Sat, 24 Dec 2005

Indonesia in 2006: The foreign policy challenge.

Michael Vatikiotis Singapore

The past year has seen Indonesia weather many storms. There cannot be many countries in the world forced to deal with man- made and natural disasters simultaneously. For Indonesia's newly elected government there was the tsunami and a succession of terrorist acts to recover from. The rise in global oil prices threatened domestic stability, and while other governments might have used all this to put off hard political decisions, Indonesia went ahead with local elections, a crackdown on corruption and finally raised domestic fuel prices. The sky did not fall.

Domestic distractions, although unavoidable, have in my view held Indonesia back from an important global responsibility as a democracy and it would be well and good if the coming year could see Indonesia start to play a cautiously and carefully calibrated role on the wider international stage.

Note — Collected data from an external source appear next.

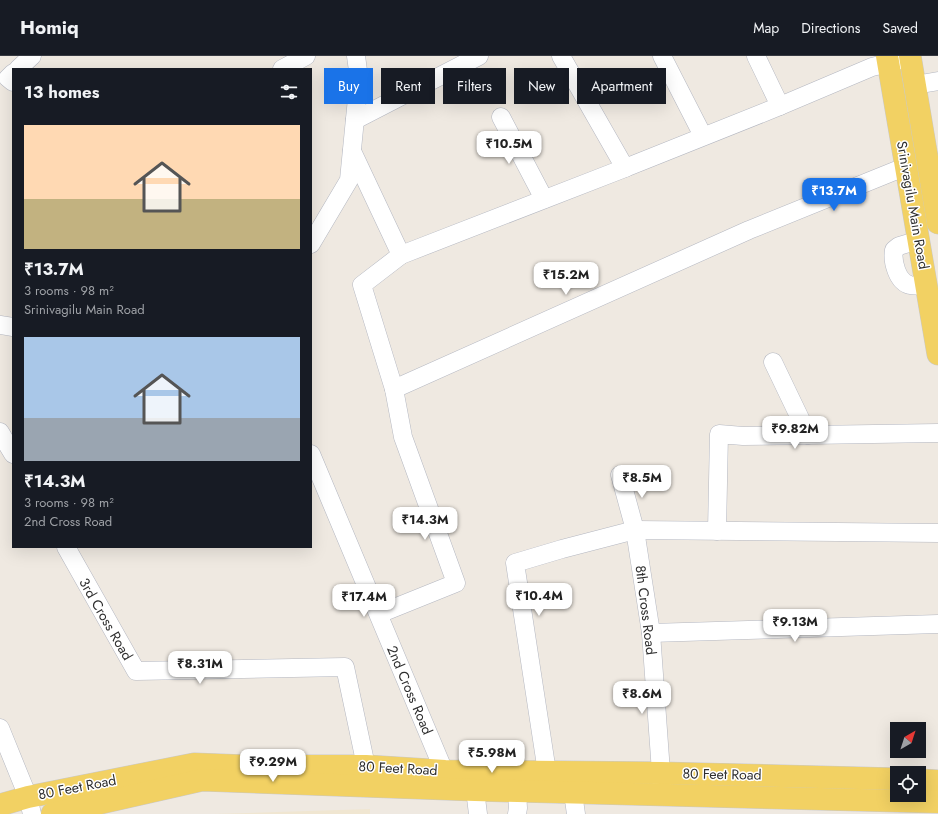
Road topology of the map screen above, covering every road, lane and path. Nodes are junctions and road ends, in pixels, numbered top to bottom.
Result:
1 (32, 56) edge
2 (274, 56) edge
3 (306, 56) edge
4 (356, 56) edge
5 (479, 56) edge
6 (561, 56) edge
7 (662, 56) edge
8 (756, 56) edge
9 (910, 57) edge
10 (888, 59) edge
11 (20, 68) edge
12 (278, 68) edge
13 (284, 68) edge
14 (938, 81) edge
15 (915, 85) junction
16 (780, 106) junction
17 (502, 117) dead end
18 (355, 120) junction
19 (703, 136) junction
20 (352, 150) junction
21 (907, 166) junction
22 (625, 168) junction
23 (544, 199) junction
24 (938, 223) edge
25 (312, 242) edge
26 (401, 255) junction
27 (0, 325) edge
28 (12, 327) edge
29 (938, 354) edge
30 (772, 362) dead end
31 (394, 389) junction
32 (0, 432) edge
33 (938, 433) edge
34 (808, 435) junction
35 (12, 452) edge
36 (312, 456) edge
37 (620, 475) dead end
38 (635, 530) junction
39 (717, 531) junction
40 (938, 533) edge
41 (67, 548) edge
42 (379, 614) junction
43 (938, 624) edge
44 (651, 633) junction
45 (0, 728) edge
46 (366, 766) junction
47 (547, 772) junction
48 (661, 773) junction
49 (890, 779) edge
50 (448, 780) junction
51 (926, 780) edge
52 (938, 781) edge
53 (475, 790) junction
54 (517, 792) junction
55 (662, 795) junction
56 (938, 802) edge
57 (574, 804) edge
58 (0, 805) edge
59 (30, 805) edge
60 (888, 807) edge
61 (52, 814) edge
62 (478, 814) edge
63 (517, 814) edge

1 - 11 street
2 - 12 street
3 - 13 street
4 - 18 street
5 - 18 street
6 - 22 street
7 - 19 street
8 - 16 street
9 - 10 street
9 - 15 main road, Srinivagilu Main Road
10 - 16 street
10 - 21 main road, Srinivagilu Main Road
14 - 15 street
15 - 24 main road, Srinivagilu Main Road
16 - 19 street
17 - 23 street
18 - 20 street
19 - 22 street
20 - 25 street
20 - 26 street
21 - 29 main road, Srinivagilu Main Road
21 - 31 street
22 - 23 street
23 - 26 street
26 - 31 street
27 - 28 street
30 - 34 street
31 - 42 street
32 - 35 street
33 - 34 street
34 - 39 street
36 - 42 street, 2nd Cross Road
37 - 38 street, 8th Cross Road
38 - 39 street
38 - 44 street, 8th Cross Road
38 - 47 street
39 - 40 street
41 - 46 street, 3rd Cross Road
42 - 50 street, 2nd Cross Road
43 - 44 street
44 - 48 street, 8th Cross Road
45 - 59 street
46 - 50 main road, 80 Feet Road
46 - 59 main road, 80 Feet Road
47 - 48 main road, 80 Feet Road
47 - 50 main road, 80 Feet Road
48 - 49 main road, 80 Feet Road
48 - 55 street, 8th Cross Road
50 - 53 main road, 80 Feet Road
50 - 61 main road, 80 Feet Road
51 - 52 main road
53 - 54 main road, 80 Feet Road
53 - 62 street
54 - 57 main road, 80 Feet Road
54 - 63 street
55 - 57 main road, 80 Feet Road
55 - 60 main road, 80 Feet Road
56 - 60 main road, 80 Feet Road
58 - 59 main road, 80 Feet Road

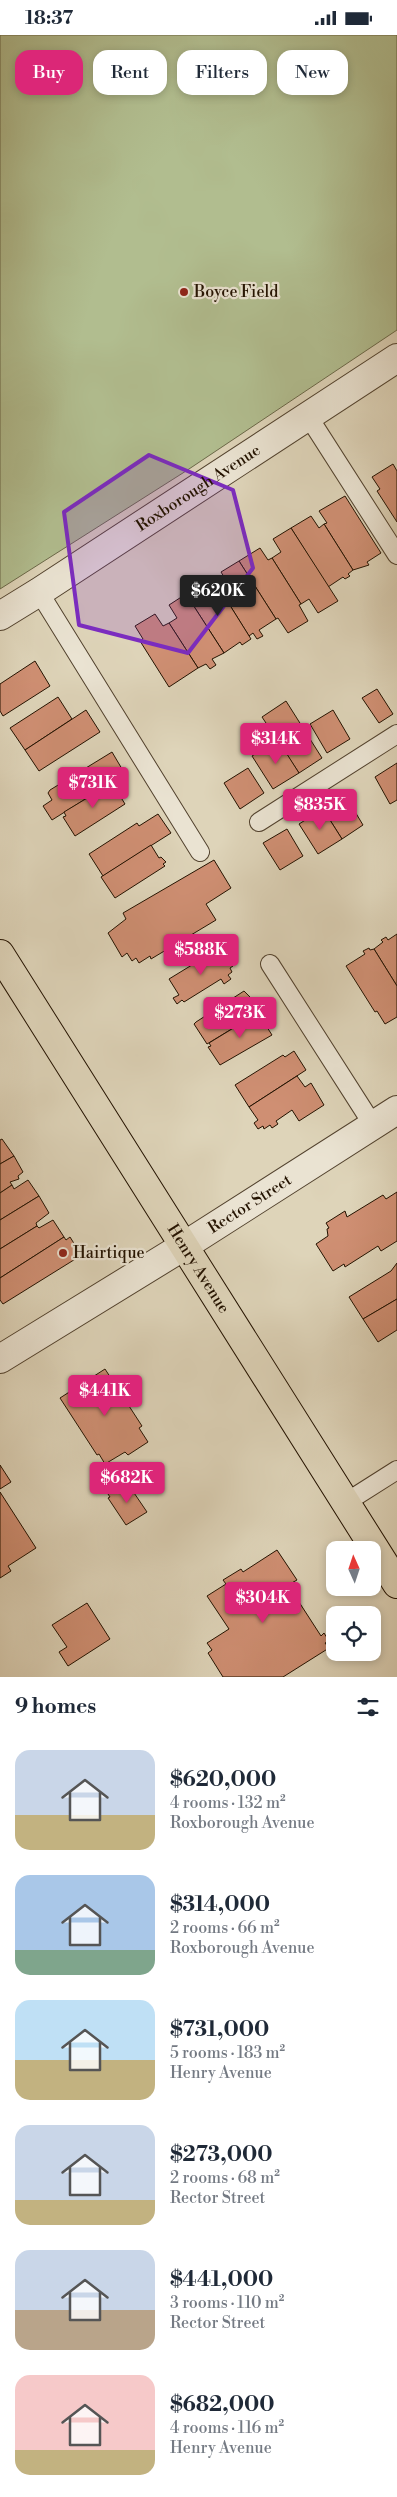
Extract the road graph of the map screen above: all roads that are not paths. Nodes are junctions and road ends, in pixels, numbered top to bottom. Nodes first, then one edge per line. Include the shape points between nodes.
1 (397, 358) edge
2 (308, 416) junction
3 (397, 555) edge
4 (39, 593) junction
5 (0, 616) edge
6 (397, 734) edge
7 (259, 821) dead end
8 (200, 852) dead end
9 (0, 954) edge
10 (270, 965) dead end
11 (397, 1110) edge
12 (373, 1125) junction
13 (184, 1246) junction
14 (0, 1359) edge
15 (397, 1470) edge
16 (345, 1503) junction
17 (397, 1584) edge

1 - 2 street, Roxborough Avenue
2 - 3 lane
2 - 4 street, Roxborough Avenue
4 - 5 street, Roxborough Avenue
4 - 8 lane
6 - 7 lane
9 - 13 main road, Henry Avenue
10 - 12 lane
11 - 12 street, Rector Street
12 - 13 street, Rector Street
13 - 14 street, Rector Street
13 - 16 main road, Henry Avenue
15 - 16 lane
16 - 17 main road, Henry Avenue

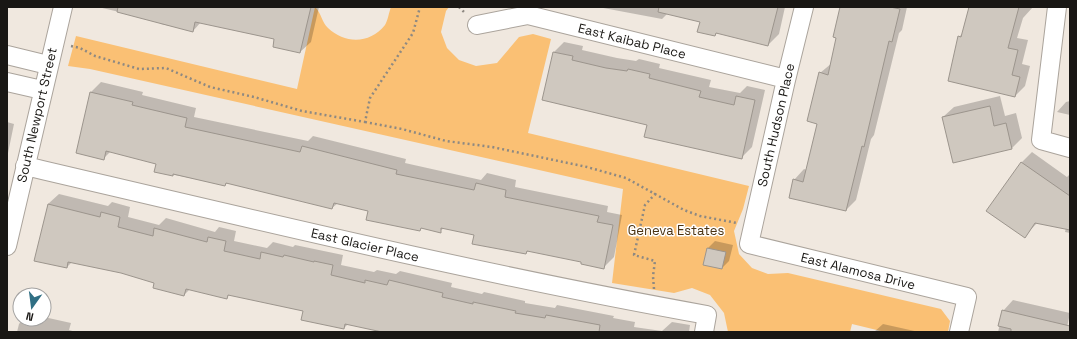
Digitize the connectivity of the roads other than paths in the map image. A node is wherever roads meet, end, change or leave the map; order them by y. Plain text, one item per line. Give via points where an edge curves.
1 (63, 7) edge
2 (804, 7) edge
3 (1057, 7) edge
4 (477, 25) dead end
5 (7, 55) edge
6 (48, 65) junction
7 (786, 79) junction
8 (7, 82) edge
9 (42, 90) junction
10 (1070, 148) edge
11 (25, 166) junction
12 (749, 244) joint
13 (7, 246) edge
14 (705, 323) edge
15 (958, 332) edge

1 - 6 street, South Newport Street
2 - 7 street, South Hudson Place
3 - 10 street via 1041,140
4 - 7 street, East Kaibab Place via 528,15
5 - 6 street
6 - 9 street, South Newport Street
7 - 12 street, South Hudson Place
8 - 9 street
9 - 11 street, South Newport Street
11 - 13 street, South Newport Street
11 - 14 street, East Glacier Place via 412,256 652,305
12 - 15 street, East Alamosa Drive via 967,297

Self-obsessed Indonesians often miss this point. The success of the 2004 elections and the transition to a directly elected president has transformed what the world perceived for the past eight years as a basket case of a country into the world's third largest democracy. And yet time and again over the past year when President Susilo Bambang Yudhoyono was presented with a chance to actively harness this transformation to regional or global issues, domestic problems got in the way.

Many Indonesians I speak to are skeptical about just how much impact Indonesia can have. I normally respond by saying that successful foreign policy is about being bold and imaginative. The 1955 Asia-Africa Conference in Bandung was a bold and imaginative move. In the case of contemporary Indonesia, being the largest Muslim population in the world with a democracy that genuinely provides for untrammeled freedom of expression is already reason enough for the world to pay some attention. More specifically building on the successful management of a complex direct election, implementation of local autonomy and securing of a peace agreement in Aceh, Indonesia is well positioned to play a role in promoting political reform in a post conflict environment.

Let's take the Middle East as an example. The Israeli- Palestinian conflict appears to be moving into a new phase. Israel's disengagement from Gaza and legislative elections in the occupied territories at the end of January are generating domestic political and security challenges for the Palestinian National Authority based in Ramallah. There is no shortage of aid and advice coming from Europe and the United States, but Palestinians tell me that they want more relevant , practical advice about how to build a democracy in a fractured and conflict-ridden society.

There is, for example, the whole question of the relationship between religion and the state to be addressed. There is communal stress in areas on the West Bank, in Gaza and east Jerusalem where generations of refugees and people who have grown up with a rock or a gun in their hands.

What can Europe and the United States teach these people about the reality of social and political reform? The superpowers might be best positioned to exert leverage over Israel and the Palestinians on larger security issues, but countries like Indonesia are ideally suited to guiding the Palestinians on the road to a peaceful democratic transformation.

Closer to home Indonesia should take a more proactive stand on political reform in Myanmar. Former foreign minister Ali Alatas visited Yangon recently as a special envoy of the United Nations Secretary General. A good follow up would be to gently persuade the military junta that a democratic transition like the one Indonesia has experienced, unlike the model Washington appears to have deployed in Iraq, can be inclusive and avoid wholesale and reckless retribution.

Then there's the whole issue of Indonesia's standing in the Islamic world. In Jakarta I hear concerns about the strengthening influence of conservative Islamic teaching. The government would do well to act more decisively and less defensively when it comes to countering intolerance. To my mind a low point this year was the President's slow response to those who would have churches closed and stricter enforcement of Islamic law. This damaged Indonesia's image as a moderate Muslim nation.

Instead, Indonesia should be marketing its unique brand of secular and pluralistic Muslim identity. The wider Muslim world, particularly the Middle East, needs to be shown how Islam can thrive in conditions of democracy and economic prosperity. Foreign Minister Hassan Wirajuda's interfaith dialogue makes a good start.

But going further, I would urge Indonesia's moderate Muslim NGOs and universities to reach out and find a role to play overseas, without feeling inferior to the traditional Islamic centers of learning in the Middle East, where atrophy and bitterness prevails. It is time for the Islamic new world to assert itself.

Of course, there are those who will say that Indonesia is held back by the poor quality of its bureaucracy and the inexperience of its politicians. Government leaders are wary of spending too much time overseas lest they be criticized for ignoring problems at home.

Parliamentarians are treated as pariahs when in fact they should be groomed and held up as the vanguard of the region's truly democratic lawmakers Finessing the art of delegation and the judicious appointment of experts and emissaries would do much to overcome this problem.

Indonesia has no shortage of intellectual talent. A country as large as Indonesia has plentiful human resources. Now that the government feels more secure politically, it is time to unleash this potential on the region and the world.

The writer is a visiting research fellow at the Institute of Southeast Asian Studies.